That's an entirely separate issue from the possible usefulness and desireability of creating further economic incentives for content creation beyond what the free market can provide; it simply means that with efficiency levels at fractions of spent resources, it's become obvious that a monopoly is among the absolutely worst ways to create an economic incentive for a particular activity. We'd get more value for the actual money spent (as in creators supported per dollar cost to the economy) if we simply paid for the production outright with such a bad economic construct as taxes, and without all those negative effects.
"and make it cheap enough that no one cares."

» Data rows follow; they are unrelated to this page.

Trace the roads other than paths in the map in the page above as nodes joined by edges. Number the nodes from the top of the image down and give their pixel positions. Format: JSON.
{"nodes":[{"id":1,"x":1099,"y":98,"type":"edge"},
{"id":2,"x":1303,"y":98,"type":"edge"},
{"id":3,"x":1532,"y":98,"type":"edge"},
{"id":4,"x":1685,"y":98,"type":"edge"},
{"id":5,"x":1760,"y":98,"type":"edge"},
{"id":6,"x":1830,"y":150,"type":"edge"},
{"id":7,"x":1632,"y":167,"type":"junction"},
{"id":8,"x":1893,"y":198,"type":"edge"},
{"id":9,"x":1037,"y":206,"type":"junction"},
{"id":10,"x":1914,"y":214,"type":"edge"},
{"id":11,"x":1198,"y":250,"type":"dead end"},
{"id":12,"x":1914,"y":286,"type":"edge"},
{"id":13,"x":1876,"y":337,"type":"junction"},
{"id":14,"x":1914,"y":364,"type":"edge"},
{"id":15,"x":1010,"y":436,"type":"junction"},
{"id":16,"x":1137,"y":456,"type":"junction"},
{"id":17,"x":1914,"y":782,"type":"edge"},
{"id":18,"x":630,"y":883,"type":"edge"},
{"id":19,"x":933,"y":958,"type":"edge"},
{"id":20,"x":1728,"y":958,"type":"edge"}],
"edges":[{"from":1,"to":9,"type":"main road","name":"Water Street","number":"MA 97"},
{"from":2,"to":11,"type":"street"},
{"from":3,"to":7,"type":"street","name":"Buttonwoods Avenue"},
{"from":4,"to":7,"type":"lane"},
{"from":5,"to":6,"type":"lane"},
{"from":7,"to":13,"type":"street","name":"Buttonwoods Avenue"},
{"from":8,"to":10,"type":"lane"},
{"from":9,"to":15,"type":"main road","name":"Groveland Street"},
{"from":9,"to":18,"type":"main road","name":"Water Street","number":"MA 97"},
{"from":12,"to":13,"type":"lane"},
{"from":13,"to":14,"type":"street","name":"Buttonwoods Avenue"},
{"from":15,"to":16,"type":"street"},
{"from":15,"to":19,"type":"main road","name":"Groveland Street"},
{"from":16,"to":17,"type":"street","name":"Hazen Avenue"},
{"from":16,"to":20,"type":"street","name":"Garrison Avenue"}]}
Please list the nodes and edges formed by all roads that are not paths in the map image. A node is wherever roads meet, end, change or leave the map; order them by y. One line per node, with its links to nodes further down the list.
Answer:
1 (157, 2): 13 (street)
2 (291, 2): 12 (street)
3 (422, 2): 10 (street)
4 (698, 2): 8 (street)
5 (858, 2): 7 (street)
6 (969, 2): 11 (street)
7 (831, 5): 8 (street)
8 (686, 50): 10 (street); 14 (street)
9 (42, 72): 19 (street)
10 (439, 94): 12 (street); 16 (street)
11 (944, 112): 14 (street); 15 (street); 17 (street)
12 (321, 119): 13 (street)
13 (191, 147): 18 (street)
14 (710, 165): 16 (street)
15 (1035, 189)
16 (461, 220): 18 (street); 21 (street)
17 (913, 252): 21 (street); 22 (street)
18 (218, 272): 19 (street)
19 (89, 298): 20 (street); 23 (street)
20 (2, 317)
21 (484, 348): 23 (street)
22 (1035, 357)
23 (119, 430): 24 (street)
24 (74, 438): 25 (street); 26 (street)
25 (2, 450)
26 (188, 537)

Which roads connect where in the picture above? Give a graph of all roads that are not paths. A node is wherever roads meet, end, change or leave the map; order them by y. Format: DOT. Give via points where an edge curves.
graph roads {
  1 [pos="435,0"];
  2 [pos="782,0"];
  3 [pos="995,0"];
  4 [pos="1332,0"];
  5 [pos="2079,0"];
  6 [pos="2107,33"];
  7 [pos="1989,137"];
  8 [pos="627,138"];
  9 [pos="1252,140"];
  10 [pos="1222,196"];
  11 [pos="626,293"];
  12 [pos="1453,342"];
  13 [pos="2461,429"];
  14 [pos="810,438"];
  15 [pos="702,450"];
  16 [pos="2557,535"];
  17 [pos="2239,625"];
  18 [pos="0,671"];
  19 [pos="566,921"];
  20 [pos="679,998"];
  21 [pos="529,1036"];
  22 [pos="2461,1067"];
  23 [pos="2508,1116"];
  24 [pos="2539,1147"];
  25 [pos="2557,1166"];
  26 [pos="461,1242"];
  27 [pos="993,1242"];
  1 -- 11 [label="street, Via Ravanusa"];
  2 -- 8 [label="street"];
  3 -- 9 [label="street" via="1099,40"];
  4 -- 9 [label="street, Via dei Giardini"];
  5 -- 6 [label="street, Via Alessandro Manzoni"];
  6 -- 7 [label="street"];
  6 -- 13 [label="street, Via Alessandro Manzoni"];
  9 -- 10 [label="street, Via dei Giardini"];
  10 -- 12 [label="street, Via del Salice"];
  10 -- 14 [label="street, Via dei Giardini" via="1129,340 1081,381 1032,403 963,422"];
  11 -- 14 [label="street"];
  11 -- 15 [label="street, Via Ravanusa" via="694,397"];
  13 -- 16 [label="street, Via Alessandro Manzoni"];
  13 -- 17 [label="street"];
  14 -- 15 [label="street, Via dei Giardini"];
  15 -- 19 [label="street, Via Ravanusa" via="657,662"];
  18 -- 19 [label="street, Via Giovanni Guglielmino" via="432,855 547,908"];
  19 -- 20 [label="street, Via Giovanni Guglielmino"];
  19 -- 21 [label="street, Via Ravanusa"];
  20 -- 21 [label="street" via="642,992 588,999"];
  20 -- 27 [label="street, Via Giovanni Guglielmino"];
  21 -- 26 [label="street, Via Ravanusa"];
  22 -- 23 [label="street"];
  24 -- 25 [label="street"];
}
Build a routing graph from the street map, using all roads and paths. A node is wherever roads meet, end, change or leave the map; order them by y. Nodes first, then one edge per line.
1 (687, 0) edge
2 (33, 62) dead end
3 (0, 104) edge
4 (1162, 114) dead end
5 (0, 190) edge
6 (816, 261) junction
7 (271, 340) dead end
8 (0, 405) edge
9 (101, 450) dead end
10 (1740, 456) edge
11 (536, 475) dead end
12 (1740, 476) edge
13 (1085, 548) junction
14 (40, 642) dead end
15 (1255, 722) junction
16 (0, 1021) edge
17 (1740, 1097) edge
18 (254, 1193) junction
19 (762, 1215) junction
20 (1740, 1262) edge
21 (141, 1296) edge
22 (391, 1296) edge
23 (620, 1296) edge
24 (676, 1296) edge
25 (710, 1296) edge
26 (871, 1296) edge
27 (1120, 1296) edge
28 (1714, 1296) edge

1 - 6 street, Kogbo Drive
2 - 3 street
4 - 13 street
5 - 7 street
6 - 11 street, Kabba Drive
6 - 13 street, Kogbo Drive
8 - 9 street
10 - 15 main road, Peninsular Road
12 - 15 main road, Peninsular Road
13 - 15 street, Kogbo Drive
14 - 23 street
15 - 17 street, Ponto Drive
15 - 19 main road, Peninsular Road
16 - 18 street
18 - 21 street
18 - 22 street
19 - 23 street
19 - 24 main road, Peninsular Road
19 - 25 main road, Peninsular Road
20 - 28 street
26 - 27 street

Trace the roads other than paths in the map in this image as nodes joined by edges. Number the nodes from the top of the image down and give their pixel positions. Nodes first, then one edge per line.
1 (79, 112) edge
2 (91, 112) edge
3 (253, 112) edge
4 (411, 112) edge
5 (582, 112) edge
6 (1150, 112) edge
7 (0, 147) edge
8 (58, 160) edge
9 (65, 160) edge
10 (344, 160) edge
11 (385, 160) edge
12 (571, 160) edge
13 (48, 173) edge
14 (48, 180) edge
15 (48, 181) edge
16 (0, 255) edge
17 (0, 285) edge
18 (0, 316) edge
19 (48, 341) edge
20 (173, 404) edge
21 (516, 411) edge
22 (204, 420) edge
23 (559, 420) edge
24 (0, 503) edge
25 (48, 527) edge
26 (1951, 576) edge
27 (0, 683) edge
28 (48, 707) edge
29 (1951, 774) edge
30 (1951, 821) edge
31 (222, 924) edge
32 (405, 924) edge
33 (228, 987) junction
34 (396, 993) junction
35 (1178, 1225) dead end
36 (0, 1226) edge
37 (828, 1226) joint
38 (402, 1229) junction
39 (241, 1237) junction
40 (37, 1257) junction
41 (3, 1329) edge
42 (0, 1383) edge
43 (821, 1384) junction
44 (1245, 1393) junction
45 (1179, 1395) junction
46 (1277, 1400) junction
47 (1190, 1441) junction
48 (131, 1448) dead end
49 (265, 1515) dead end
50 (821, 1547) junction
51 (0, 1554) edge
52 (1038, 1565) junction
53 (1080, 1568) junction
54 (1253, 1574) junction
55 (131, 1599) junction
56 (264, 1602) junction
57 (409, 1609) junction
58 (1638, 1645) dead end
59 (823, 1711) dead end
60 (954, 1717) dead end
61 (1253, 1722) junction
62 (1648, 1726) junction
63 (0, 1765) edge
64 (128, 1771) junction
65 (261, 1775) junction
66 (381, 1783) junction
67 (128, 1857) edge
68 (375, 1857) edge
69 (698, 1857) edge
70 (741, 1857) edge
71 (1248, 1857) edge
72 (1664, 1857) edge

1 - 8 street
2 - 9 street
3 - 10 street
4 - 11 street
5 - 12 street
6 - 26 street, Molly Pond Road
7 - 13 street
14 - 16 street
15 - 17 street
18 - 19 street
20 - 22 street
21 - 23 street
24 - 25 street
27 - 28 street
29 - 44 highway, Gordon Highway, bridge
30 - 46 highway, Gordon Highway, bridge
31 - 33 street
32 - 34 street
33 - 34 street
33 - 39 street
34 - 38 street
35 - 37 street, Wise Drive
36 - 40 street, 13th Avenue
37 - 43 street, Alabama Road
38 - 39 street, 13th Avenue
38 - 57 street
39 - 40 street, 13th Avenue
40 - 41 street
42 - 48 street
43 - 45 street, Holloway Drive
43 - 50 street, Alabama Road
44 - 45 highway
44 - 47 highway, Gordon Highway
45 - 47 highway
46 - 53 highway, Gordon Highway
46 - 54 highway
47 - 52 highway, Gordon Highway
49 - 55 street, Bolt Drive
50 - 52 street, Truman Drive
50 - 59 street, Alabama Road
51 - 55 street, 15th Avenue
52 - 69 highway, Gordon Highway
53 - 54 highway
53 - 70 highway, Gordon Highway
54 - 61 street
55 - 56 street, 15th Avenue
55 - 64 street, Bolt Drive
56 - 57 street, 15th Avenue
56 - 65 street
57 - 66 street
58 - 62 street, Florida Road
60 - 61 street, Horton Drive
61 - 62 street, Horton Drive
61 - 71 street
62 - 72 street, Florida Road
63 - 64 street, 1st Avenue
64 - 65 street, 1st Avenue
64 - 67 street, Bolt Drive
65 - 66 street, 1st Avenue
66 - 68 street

With monopoly rights that's not going to work. Revenue maximization for a monopoly simply isnt created that way; when you have no competition, you raise prices until a certain number of consumers simply must do without, at which point you have the highest revenue. As piracy is more or less the only competition, that means the less piracy the higher the price you can set, which creates the imperative to prevent piracy while maintaining the goal of raising price.
The whole issue is a natural result of monopoly rights; no matter how much we wish it wouldnt be an issue, that the industry would lower prices to solve their sales problems, that the artists and composers would get paid more, etc, it simply isnt going to happen as long as the incentive remains a monopoly right. The economic incentive _is_ to raise prices, pay the artists and composers as little as possible, maintain control of channels, limit consumer choice, etc.
As the problem is inherent to the construct, it simply isnt possible to resolve within the current framework.
Which is why I will restate; it is _necessary_ that we stop protecting IP and start paying content creators instead.
"Make it illegal for any more than 10-20% of sale value to go to middle men."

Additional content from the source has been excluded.